Volto ao tema, agora contestando céticos e antirreligiosos. Não acreditar em Deus ou detestar as igrejas cristãs não diminui o caráter fundamental da Bíblia como livro histórico, literário, filosófico e religioso. Destaco apenas quatro elementos: a) códigos éticos e morais se nutrem da Bíblia há mais de 2.500 anos, desde sua redação formal na Babilônia até o fim do século primeiro da era cristã. Tão importante quanto o Direito Romano, nosso direito bebe de fontes bíblicas. b) As traduções da Bíblia definiram parte da percepção das línguas modernas. Não entenderíamos o alemão sem a tradução feita por Lutero. O inglês, do século 17 em diante, deve muito ao trabalho da comissão que lançou a obra em 1611, a famosa KJV (King James Version). c) A Bíblia define arte e literatura. A Capela Sistina sem a Bíblia é um salão colorido; Esaú e Jacó (Machado de Assis) nasce do livro do Gênesis; a Divina Comédia de Dante cita, em todos os cantos, o texto sagrado. A arte busca inspiração bíblica. d) Nossas práticas sociais do Ocidente comemoram como festas familiares o Natal e a Páscoa, eventos narrados nos Evangelhos. Da mesma forma, o Nordeste brasileiro celebra com ardor São João (São Pedro e São Paulo), santos descritos no Novo Testamento.

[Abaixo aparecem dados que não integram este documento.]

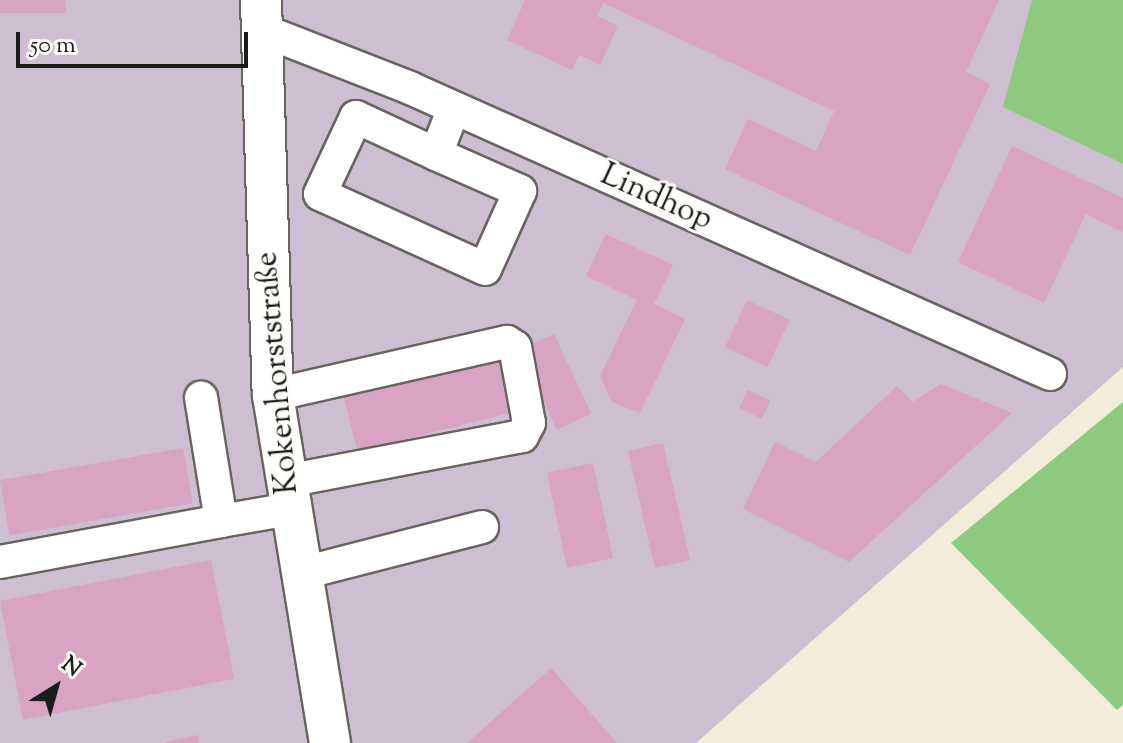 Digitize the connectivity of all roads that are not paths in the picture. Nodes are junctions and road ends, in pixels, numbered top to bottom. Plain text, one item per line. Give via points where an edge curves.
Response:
1 (260, 14) edge
2 (454, 108) junction
3 (436, 154) junction
4 (1050, 374) dead end
5 (273, 395) junction
6 (201, 398) dead end
7 (288, 495) junction
8 (221, 521) junction
9 (482, 527) dead end
10 (0, 562) edge
11 (299, 574) junction
12 (330, 743) edge

1 - 2 street, Lindhop
1 - 5 main road, Kokenhorststraße
2 - 3 street
2 - 4 street, Lindhop
3 - 3 street via 356,117 320,194 485,269 520,191
5 - 7 main road, Kokenhorststraße
5 - 7 street via 507,342 515,347 529,423 522,436
6 - 8 street
7 - 8 street
7 - 11 main road, Kokenhorststraße
8 - 10 street
9 - 11 street
11 - 12 main road, Kokenhorststraße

Assim, por descrever eventos reais e históricos, a Bíblia é um livro histórico, apenas feita a ressalva de que um livro traduz a visão de um grupo dentro de uma realidade. Por influenciar mais do que qualquer outra obra nossa visão de mundo, a Bíblia adquire o estatuto de livro verdadeiro, não porque todos acreditem que tudo ali narrado ocorreu exatamente assim, mas porque se tornou um objeto considerado real por muita gente e causa efeitos concretos.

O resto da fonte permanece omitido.